# Entries provided
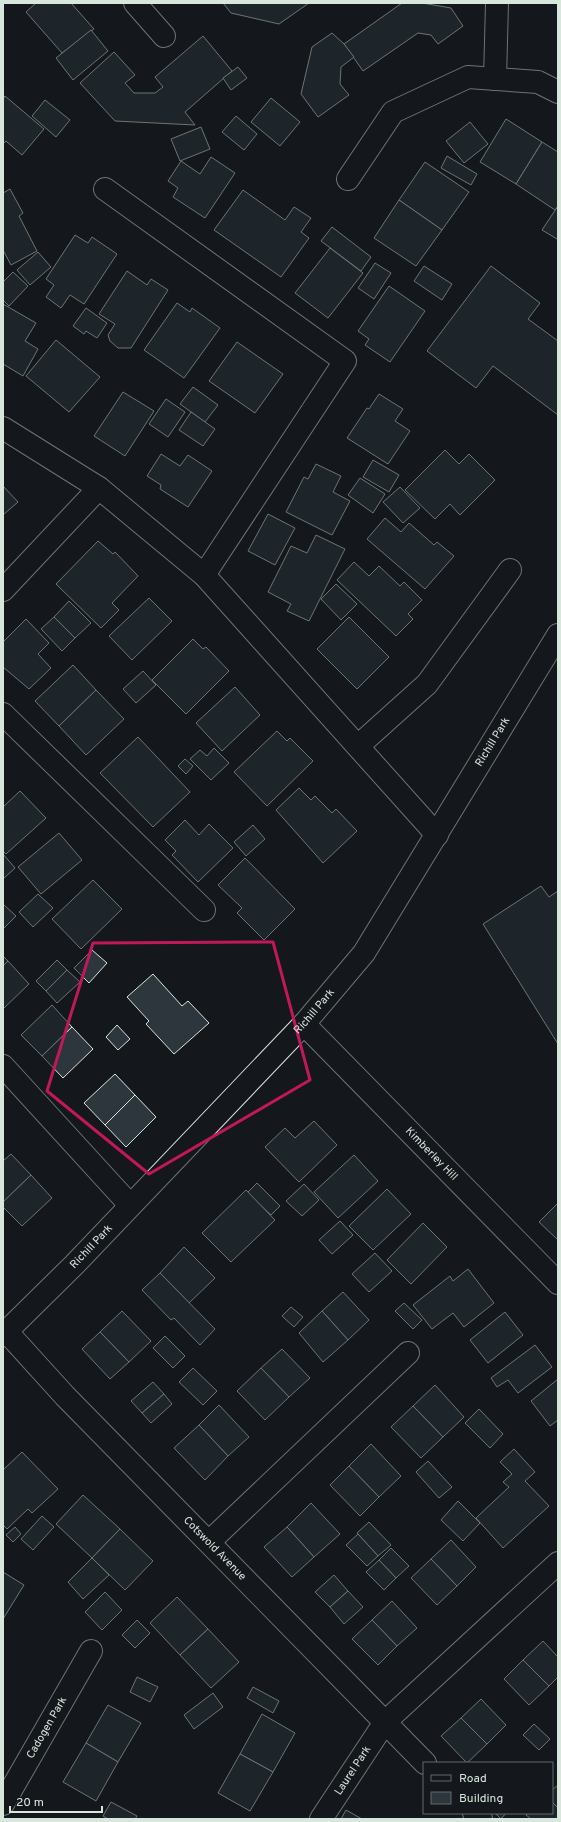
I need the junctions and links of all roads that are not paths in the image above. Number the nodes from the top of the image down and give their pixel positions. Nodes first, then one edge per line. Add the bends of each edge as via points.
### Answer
1 (135, 3) edge
2 (496, 3) edge
3 (164, 36) dead end
4 (495, 79) junction
5 (558, 92) edge
6 (348, 179) dead end
7 (105, 190) dead end
8 (3, 428) edge
9 (99, 488) junction
10 (510, 570) dead end
11 (204, 575) junction
12 (3, 590) edge
13 (558, 635) edge
14 (3, 714) edge
15 (358, 746) junction
16 (437, 834) junction
17 (204, 910) dead end
18 (304, 1024) junction
19 (3, 1066) edge
20 (130, 1205) junction
21 (558, 1283) edge
22 (5, 1334) edge
23 (408, 1353) dead end
24 (209, 1542) junction
25 (558, 1563) edge
26 (91, 1651) dead end
27 (385, 1722) junction
28 (424, 1762) edge
29 (3, 1804) edge
30 (321, 1819) edge

1 - 3 street
2 - 4 street
4 - 5 street via 538,82
4 - 6 street via 468,77 393,112
7 - 11 street via 345,361
8 - 9 street
9 - 11 street
9 - 12 street
10 - 15 street via 427,684
11 - 15 street
13 - 16 street, Richill Park
14 - 17 street
15 - 16 street
16 - 18 street, Richill Park via 364,953
18 - 20 street, Richill Park
18 - 21 street, Kimberley Hill
19 - 20 street
20 - 22 street, Richill Park
22 - 24 street, Cotswold Avenue
23 - 24 street
24 - 27 street, Cotswold Avenue
25 - 27 street, Laurel Park
26 - 29 street, Cadogen Park
27 - 28 street, Cotswold Avenue
27 - 30 street, Laurel Park

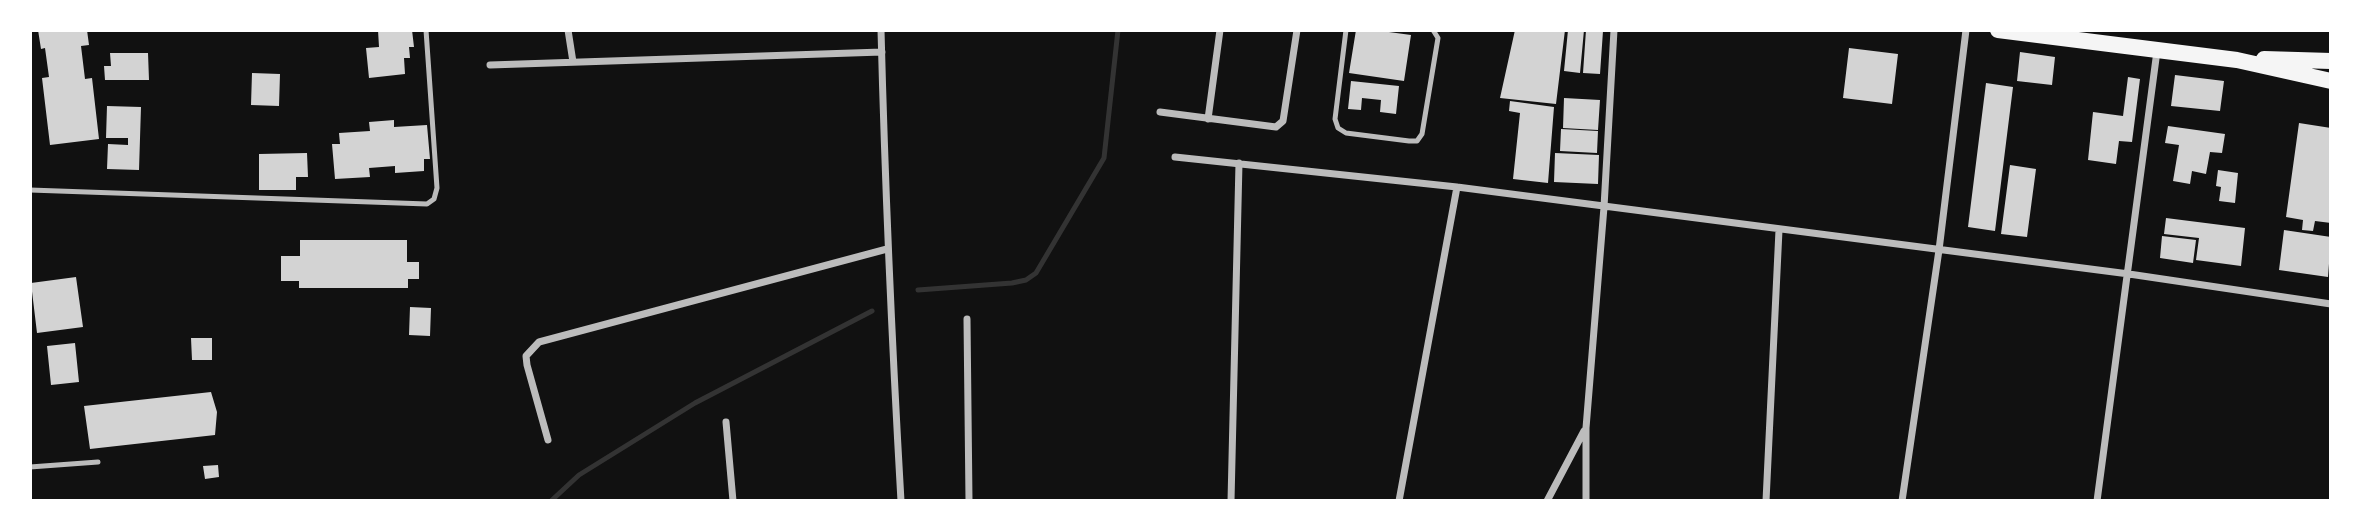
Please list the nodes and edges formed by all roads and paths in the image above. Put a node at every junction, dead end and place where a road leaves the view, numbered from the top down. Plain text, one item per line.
1 (426, 30) edge
2 (568, 30) edge
3 (881, 30) edge
4 (1220, 30) edge
5 (1297, 30) edge
6 (1346, 30) edge
7 (1433, 30) edge
8 (1614, 30) edge
9 (1966, 30) edge
10 (2008, 30) edge
11 (2158, 49) junction
12 (882, 52) junction
13 (2237, 60) junction
14 (2331, 61) edge
15 (573, 62) junction
16 (491, 65) dead end
17 (2331, 81) edge
18 (1160, 112) dead end
19 (1208, 119) junction
20 (1175, 157) dead end
21 (1239, 163) junction
22 (1457, 187) junction
23 (30, 190) edge
24 (1604, 206) junction
25 (1779, 230) junction
26 (887, 249) junction
27 (1939, 250) junction
28 (2129, 274) junction
29 (2331, 304) edge
30 (967, 319) dead end
31 (726, 422) dead end
32 (1586, 428) junction
33 (548, 440) dead end
34 (98, 462) dead end
35 (30, 467) edge
36 (733, 501) edge
37 (901, 501) edge
38 (969, 501) edge
39 (1230, 501) edge
40 (1399, 501) edge
41 (1547, 501) edge
42 (1586, 501) edge
43 (1766, 501) edge
44 (1902, 501) edge
45 (2097, 501) edge

1 - 23 lane
2 - 15 street
3 - 12 street
4 - 19 street
5 - 19 street
6 - 7 lane
8 - 24 street
9 - 27 street
10 - 11 main road
11 - 13 main road
11 - 28 street
12 - 15 street
12 - 26 street
13 - 14 main road
13 - 17 main road
15 - 16 street
18 - 19 street
20 - 21 street
21 - 22 street
21 - 39 street
22 - 24 street
22 - 40 street
24 - 25 street
24 - 32 street
25 - 27 street
25 - 43 street
26 - 33 street
26 - 37 street
27 - 28 street
27 - 44 street
28 - 29 street
28 - 45 street
30 - 38 street
31 - 36 street
32 - 41 street
32 - 42 street
34 - 35 lane

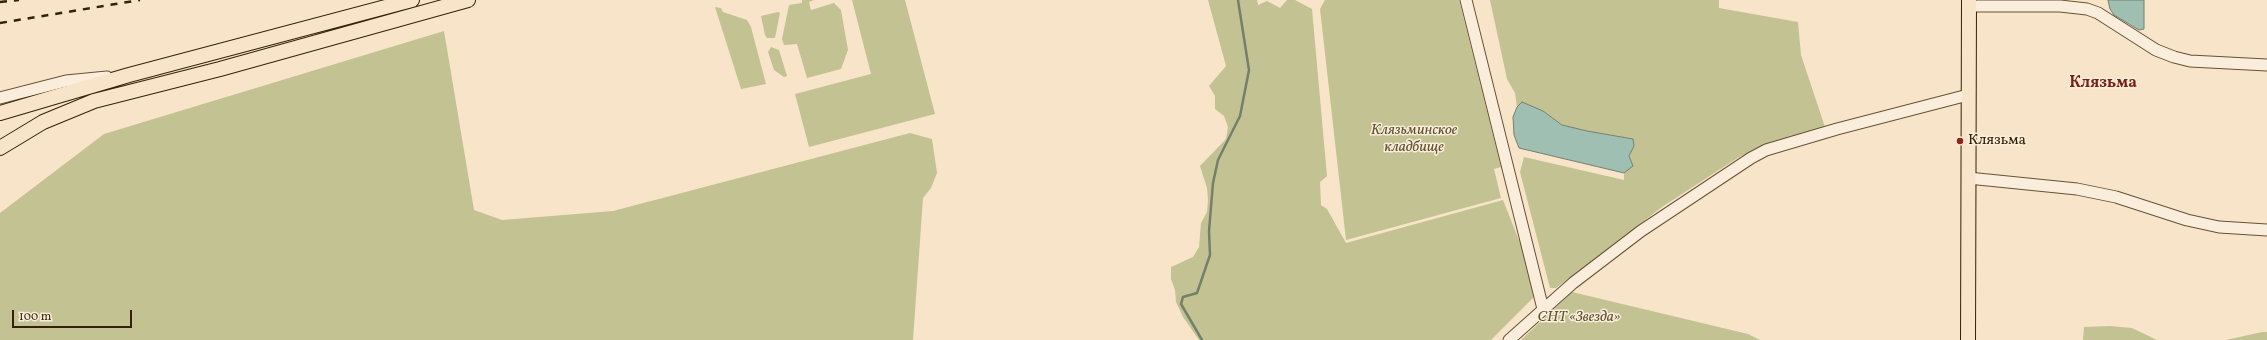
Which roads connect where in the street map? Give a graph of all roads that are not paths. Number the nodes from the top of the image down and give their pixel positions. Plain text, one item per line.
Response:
1 (412, 0) edge
2 (468, 0) edge
3 (1466, 0) edge
4 (1969, 3) edge
5 (2267, 65) edge
6 (129, 74) junction
7 (1968, 95) junction
8 (0, 98) edge
9 (0, 114) edge
10 (0, 148) edge
11 (1968, 178) junction
12 (2267, 230) edge
13 (1543, 309) junction
14 (1510, 340) edge
15 (1968, 340) edge

1 - 6 main road
2 - 10 main road
3 - 13 street
4 - 5 street
4 - 7 main road
6 - 8 street
6 - 9 main road
7 - 11 main road
7 - 13 street
11 - 12 street
11 - 15 main road
13 - 14 street

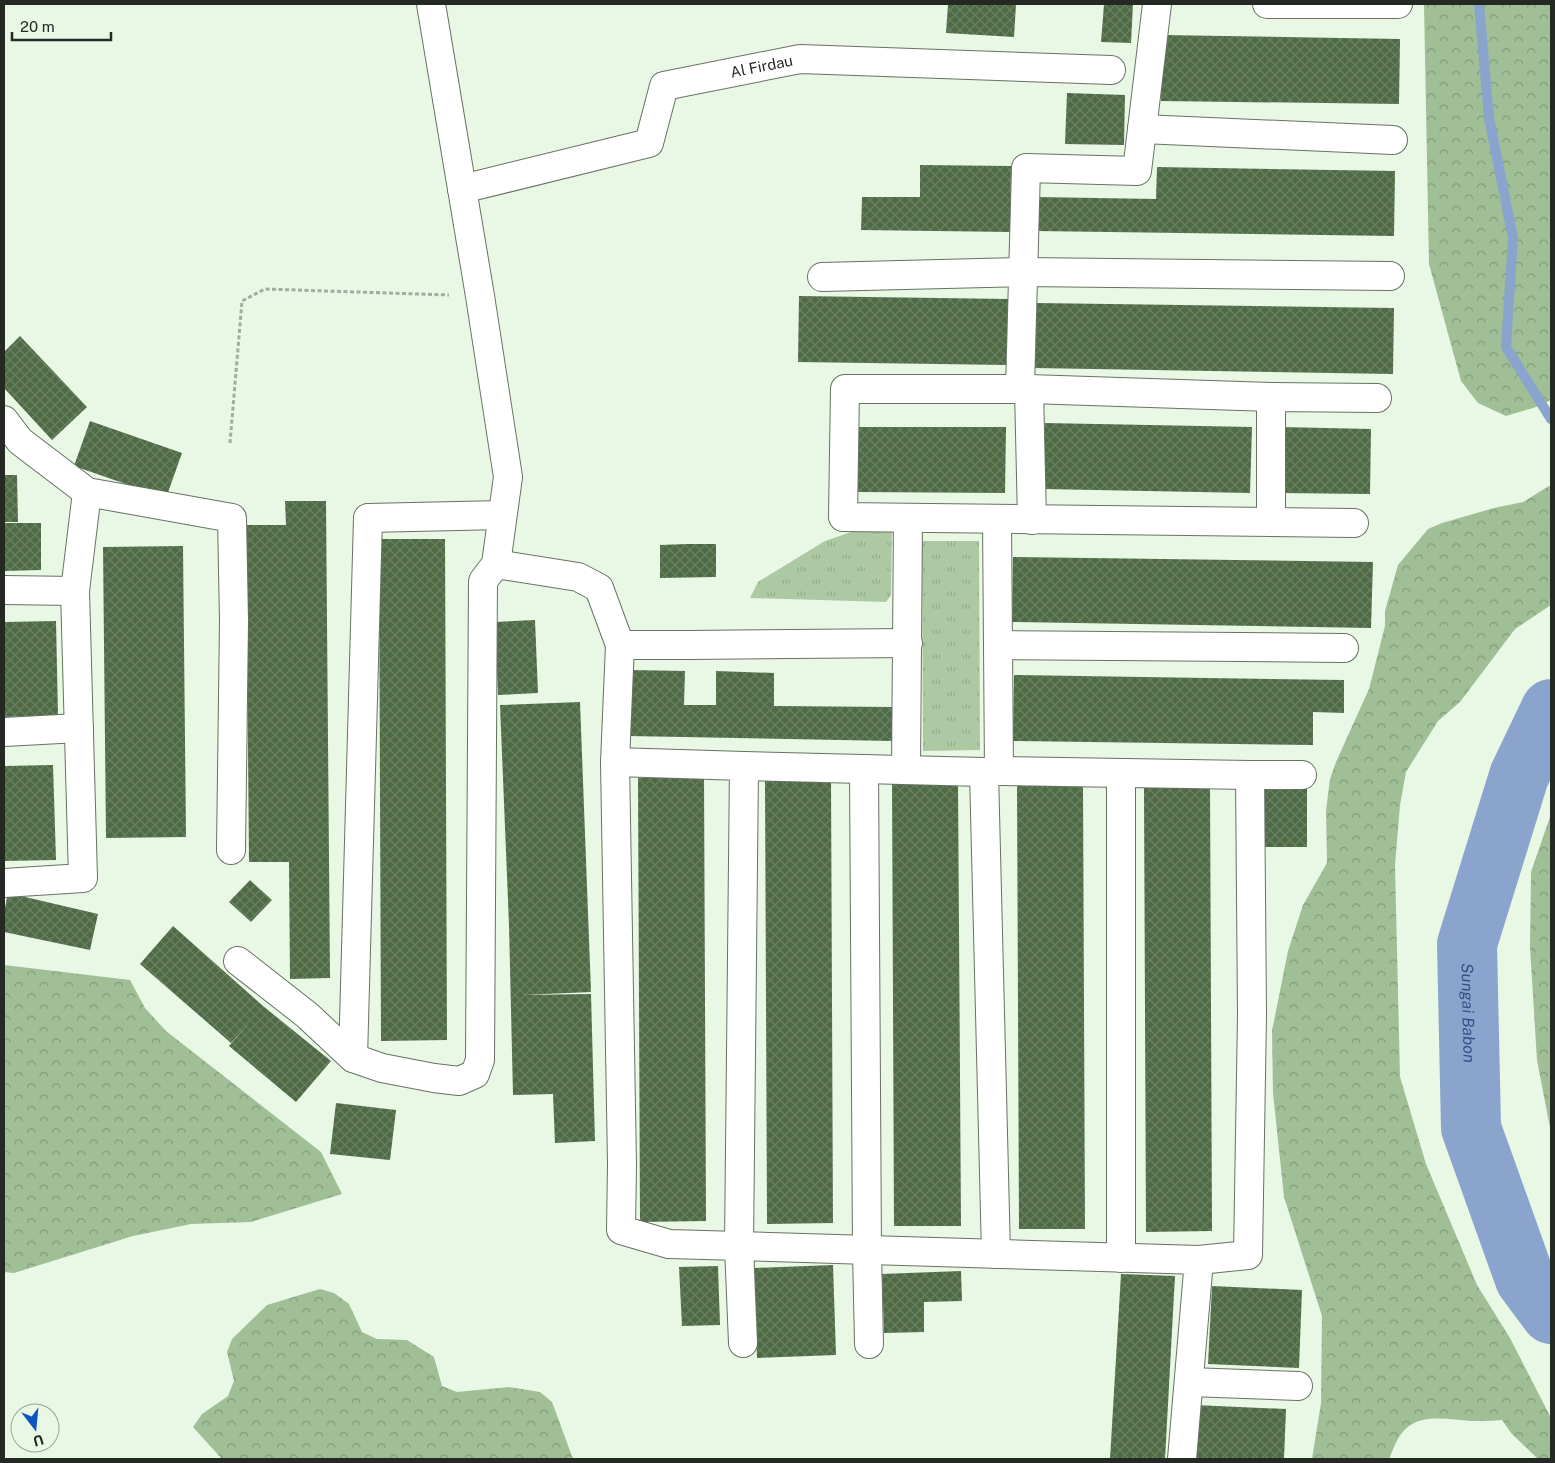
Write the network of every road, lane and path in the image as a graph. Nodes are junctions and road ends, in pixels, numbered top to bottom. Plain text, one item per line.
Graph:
1 (431, 4) edge
2 (1157, 4) edge
3 (1267, 4) edge
4 (1398, 4) edge
5 (1111, 70) dead end
6 (1142, 129) junction
7 (1393, 140) dead end
8 (462, 189) junction
9 (1023, 272) junction
10 (1390, 276) dead end
11 (822, 277) dead end
12 (480, 296) junction
13 (1025, 389) junction
14 (1271, 397) junction
15 (1377, 398) dead end
16 (4, 420) edge
17 (12, 442) edge
18 (230, 443) dead end
19 (87, 492) junction
20 (502, 515) junction
21 (908, 519) junction
22 (997, 520) junction
23 (1032, 520) junction
24 (1271, 522) junction
25 (1354, 523) dead end
26 (496, 564) junction
27 (4, 590) edge
28 (75, 590) junction
29 (908, 643) junction
30 (620, 644) junction
31 (999, 645) junction
32 (1344, 648) dead end
33 (79, 728) junction
34 (4, 732) edge
35 (616, 762) junction
36 (744, 766) junction
37 (864, 769) junction
38 (906, 770) junction
39 (991, 772) junction
40 (1121, 774) junction
41 (1302, 774) dead end
42 (1250, 775) junction
43 (231, 850) dead end
44 (4, 883) edge
45 (238, 961) dead end
46 (353, 1058) junction
47 (739, 1246) junction
48 (867, 1250) junction
49 (996, 1254) junction
50 (1121, 1258) junction
51 (1199, 1260) junction
52 (743, 1343) dead end
53 (869, 1344) dead end
54 (1189, 1382) junction
55 (1298, 1386) dead end
56 (1182, 1459) edge

1 - 8 street
2 - 6 street
3 - 4 street
5 - 8 street, Al Firdau
6 - 7 street
6 - 9 street
8 - 12 street
9 - 10 street
9 - 11 street
9 - 13 street
12 - 18 path
12 - 20 street
13 - 14 street
13 - 21 street
13 - 23 street
14 - 15 street
14 - 24 street
16 - 17 street
17 - 19 street
19 - 28 street
19 - 43 street
20 - 26 street
20 - 46 street
21 - 22 street
21 - 29 street
22 - 23 street
22 - 31 street
23 - 24 street
24 - 25 street
26 - 30 street
26 - 46 street
27 - 28 street
28 - 33 street
29 - 30 street
29 - 38 street
30 - 35 street
31 - 32 street
31 - 39 street
33 - 34 street
33 - 44 street
35 - 36 street
35 - 47 street
36 - 37 street
36 - 47 street
37 - 38 street
37 - 48 street
38 - 39 street
39 - 40 street
39 - 49 street
40 - 42 street
40 - 50 street
41 - 42 street
42 - 51 street
45 - 46 street
47 - 48 street
47 - 52 street
48 - 49 street
48 - 53 street
49 - 50 street
50 - 51 street
51 - 54 street
54 - 55 street
54 - 56 street

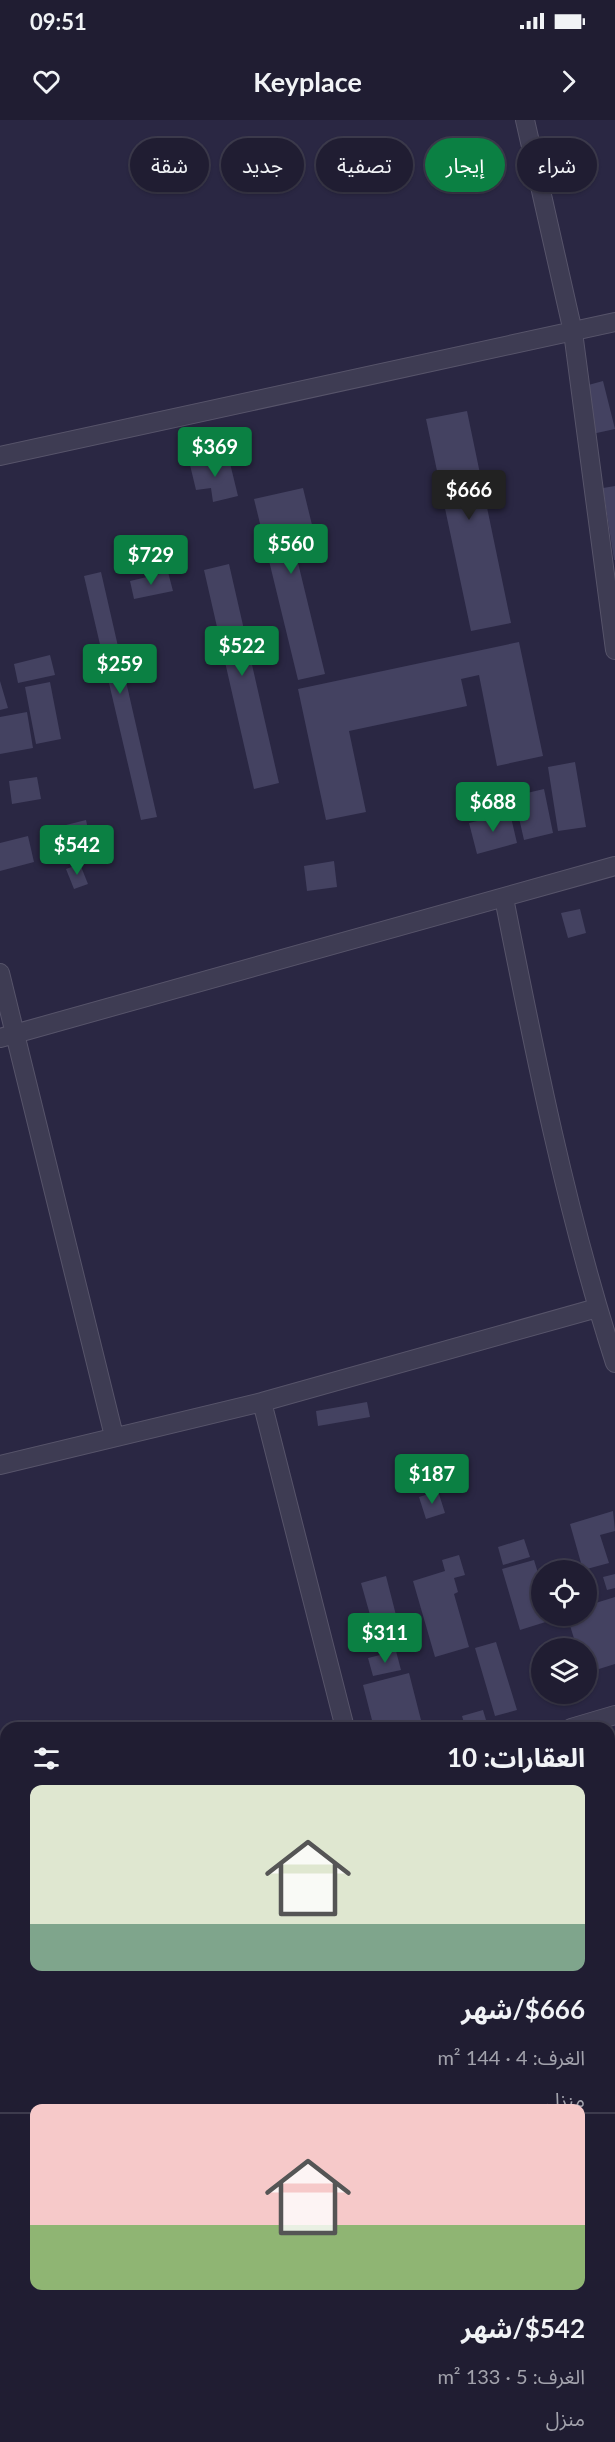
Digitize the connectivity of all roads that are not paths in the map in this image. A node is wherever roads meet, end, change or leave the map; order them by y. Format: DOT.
graph roads {
  1 [pos="525,120"];
  2 [pos="615,322"];
  3 [pos="573,332"];
  4 [pos="0,456"];
  5 [pos="615,650"];
  6 [pos="615,866"];
  7 [pos="504,898"];
  8 [pos="0,973"];
  9 [pos="7,1036"];
  10 [pos="597,1308"];
  11 [pos="615,1364"];
  12 [pos="262,1402"];
  13 [pos="114,1436"];
  14 [pos="0,1465"];
  15 [pos="615,1715"];
  16 [pos="343,1722"];
  17 [pos="591,1722"];
  1 -- 3 [label="street"];
  2 -- 3 [label="street"];
  3 -- 4 [label="street"];
  3 -- 5 [label="street"];
  6 -- 7 [label="street"];
  7 -- 9 [label="street"];
  7 -- 10 [label="street"];
  8 -- 9 [label="street"];
  9 -- 13 [label="street"];
  10 -- 11 [label="street"];
  10 -- 12 [label="street"];
  12 -- 13 [label="street"];
  12 -- 16 [label="street"];
  13 -- 14 [label="street"];
  15 -- 17 [label="street"];
}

# Work request
Leave out every line before the one containing "Digitize the connectivity". Transcribe that line and all lines after it through the end of the data above, exactly.

# Answer to this exercise
Digitize the connectivity of all roads that are not paths in the map in this image. A node is wherever roads meet, end, change or leave the map; order them by y. Format: DOT.
graph roads {
  1 [pos="525,120"];
  2 [pos="615,322"];
  3 [pos="573,332"];
  4 [pos="0,456"];
  5 [pos="615,650"];
  6 [pos="615,866"];
  7 [pos="504,898"];
  8 [pos="0,973"];
  9 [pos="7,1036"];
  10 [pos="597,1308"];
  11 [pos="615,1364"];
  12 [pos="262,1402"];
  13 [pos="114,1436"];
  14 [pos="0,1465"];
  15 [pos="615,1715"];
  16 [pos="343,1722"];
  17 [pos="591,1722"];
  1 -- 3 [label="street"];
  2 -- 3 [label="street"];
  3 -- 4 [label="street"];
  3 -- 5 [label="street"];
  6 -- 7 [label="street"];
  7 -- 9 [label="street"];
  7 -- 10 [label="street"];
  8 -- 9 [label="street"];
  9 -- 13 [label="street"];
  10 -- 11 [label="street"];
  10 -- 12 [label="street"];
  12 -- 13 [label="street"];
  12 -- 16 [label="street"];
  13 -- 14 [label="street"];
  15 -- 17 [label="street"];
}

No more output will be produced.